> Task to carry out: With the images left out, print every entry that follows exactly.

Dataset entries:
======

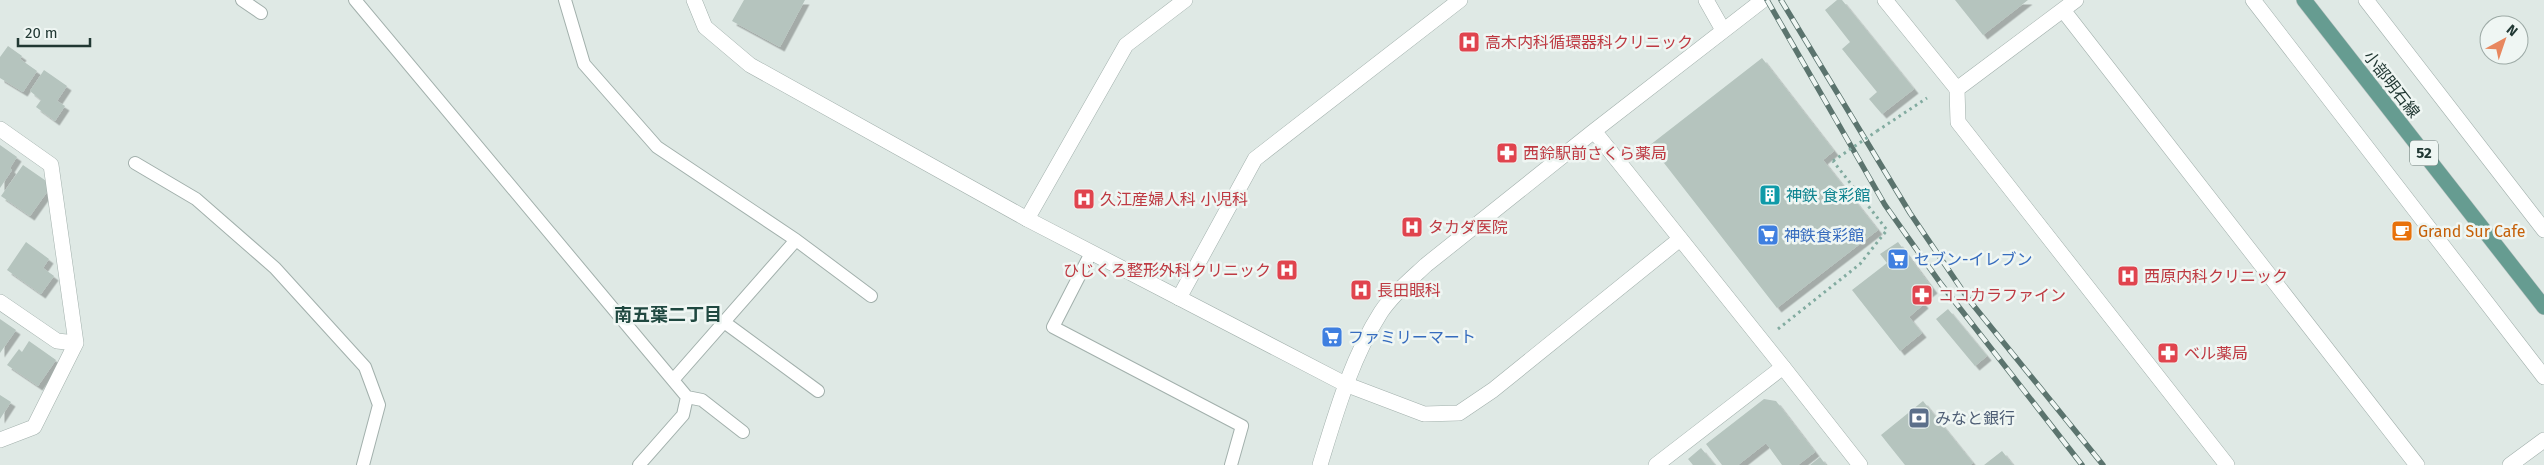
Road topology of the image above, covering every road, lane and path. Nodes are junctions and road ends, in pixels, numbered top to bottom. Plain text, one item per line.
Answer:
1 (242, 0) edge
2 (355, 0) edge
3 (565, 0) edge
4 (694, 0) edge
5 (1460, 0) edge
6 (1706, 0) edge
7 (1763, 0) edge
8 (1885, 0) edge
9 (2076, 0) edge
10 (2253, 0) edge
11 (2304, 0) edge
12 (2366, 0) edge
13 (1174, 3) edge
14 (2063, 10) junction
15 (261, 13) dead end
16 (1723, 30) junction
17 (1957, 89) junction
18 (1927, 98) dead end
19 (0, 129) edge
20 (1594, 131) junction
21 (136, 163) dead end
22 (1027, 219) junction
23 (2544, 230) edge
24 (1680, 239) junction
25 (796, 240) junction
26 (1091, 252) junction
27 (871, 296) dead end
28 (1179, 298) junction
29 (0, 302) edge
30 (2544, 307) edge
31 (724, 322) junction
32 (1778, 328) dead end
33 (76, 344) junction
34 (1783, 367) junction
35 (2544, 377) edge
36 (673, 380) junction
37 (1345, 384) junction
38 (818, 391) dead end
39 (687, 397) junction
40 (744, 432) dead end
41 (0, 440) edge
42 (2544, 440) edge
43 (363, 465) edge
44 (639, 465) edge
45 (1231, 465) edge
46 (1320, 465) edge
47 (1656, 465) edge
48 (1860, 465) edge
49 (2227, 465) edge
50 (2417, 465) edge
51 (2510, 465) edge

1 - 15 lane
2 - 36 lane
3 - 25 lane
4 - 22 street
5 - 28 street
6 - 16 street
7 - 16 street
8 - 17 street
9 - 14 street
10 - 35 street
11 - 30 main road, 小部明石線 / 52
12 - 23 street
13 - 22 street
14 - 17 street
14 - 50 street
16 - 20 street
17 - 49 street
18 - 32 path, bridge
19 - 33 street
20 - 24 street
20 - 37 street
21 - 43 lane
22 - 26 street
24 - 34 street
24 - 37 street
25 - 27 lane
25 - 31 lane
26 - 28 street
26 - 45 lane
28 - 37 street
29 - 33 street
31 - 36 lane
31 - 38 lane
33 - 41 street
34 - 47 street
34 - 48 street
36 - 39 lane
37 - 46 street
39 - 40 lane
39 - 44 lane
42 - 51 street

======

> Your response:
Road topology of the image above, covering every road, lane and path. Nodes are junctions and road ends, in pixels, numbered top to bottom. Plain text, one item per line.
Answer:
1 (242, 0) edge
2 (355, 0) edge
3 (565, 0) edge
4 (694, 0) edge
5 (1460, 0) edge
6 (1706, 0) edge
7 (1763, 0) edge
8 (1885, 0) edge
9 (2076, 0) edge
10 (2253, 0) edge
11 (2304, 0) edge
12 (2366, 0) edge
13 (1174, 3) edge
14 (2063, 10) junction
15 (261, 13) dead end
16 (1723, 30) junction
17 (1957, 89) junction
18 (1927, 98) dead end
19 (0, 129) edge
20 (1594, 131) junction
21 (136, 163) dead end
22 (1027, 219) junction
23 (2544, 230) edge
24 (1680, 239) junction
25 (796, 240) junction
26 (1091, 252) junction
27 (871, 296) dead end
28 (1179, 298) junction
29 (0, 302) edge
30 (2544, 307) edge
31 (724, 322) junction
32 (1778, 328) dead end
33 (76, 344) junction
34 (1783, 367) junction
35 (2544, 377) edge
36 (673, 380) junction
37 (1345, 384) junction
38 (818, 391) dead end
39 (687, 397) junction
40 (744, 432) dead end
41 (0, 440) edge
42 (2544, 440) edge
43 (363, 465) edge
44 (639, 465) edge
45 (1231, 465) edge
46 (1320, 465) edge
47 (1656, 465) edge
48 (1860, 465) edge
49 (2227, 465) edge
50 (2417, 465) edge
51 (2510, 465) edge

1 - 15 lane
2 - 36 lane
3 - 25 lane
4 - 22 street
5 - 28 street
6 - 16 street
7 - 16 street
8 - 17 street
9 - 14 street
10 - 35 street
11 - 30 main road, 小部明石線 / 52
12 - 23 street
13 - 22 street
14 - 17 street
14 - 50 street
16 - 20 street
17 - 49 street
18 - 32 path, bridge
19 - 33 street
20 - 24 street
20 - 37 street
21 - 43 lane
22 - 26 street
24 - 34 street
24 - 37 street
25 - 27 lane
25 - 31 lane
26 - 28 street
26 - 45 lane
28 - 37 street
29 - 33 street
31 - 36 lane
31 - 38 lane
33 - 41 street
34 - 47 street
34 - 48 street
36 - 39 lane
37 - 46 street
39 - 40 lane
39 - 44 lane
42 - 51 street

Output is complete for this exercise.